Dans la religion écologiste, les réponses sont fournies par la Nature qui Sait Pourquoi Les Plombiers Sont Introuvables Le Dimanche connaît et attribue un rôle à chacun, la purification transcendantogène passe par une syntonisation parfaite avec Gaïa, et l’ennemi numéro un est évidemment celui qui veut s’affranchir des limites imposées par l’univers.

Dans ce triptyque, Monsanto joue bien évidemment le rôle de cet ennemi.

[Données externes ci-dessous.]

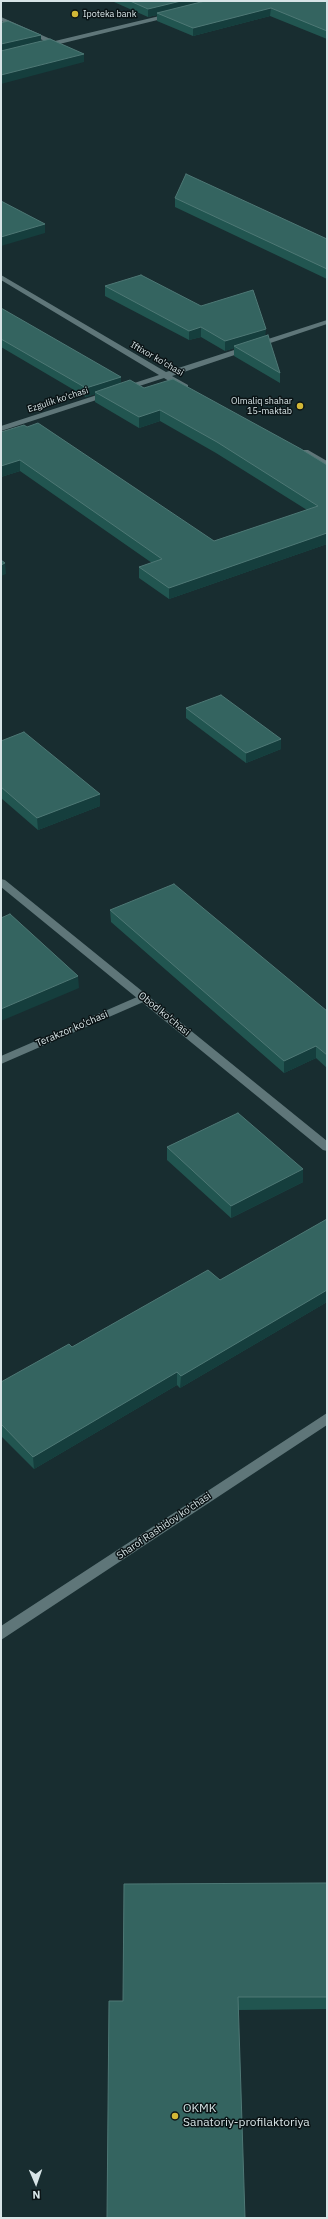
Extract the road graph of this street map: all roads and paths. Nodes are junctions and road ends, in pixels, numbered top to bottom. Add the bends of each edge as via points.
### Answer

Et quel bel ennemi : multinationale roulant sur les dollars de la méchanceté et (forcément) de la corruption, firme capitaliste sans foi ni loi à l’origine de l’agent orange qui déferla sur le Vietnam et tua plein d’innocents dans d’atroces souffrances, c’est surtout la méga-corporation qui insinue des OGM (forcément méchants) partout où elle le peut et badigeonne de glyphosate des champs entiers remplis de petits travailleurs indiens dont les poumons se troueront plus tard dans des spasmes abominables avant une agonie misérable.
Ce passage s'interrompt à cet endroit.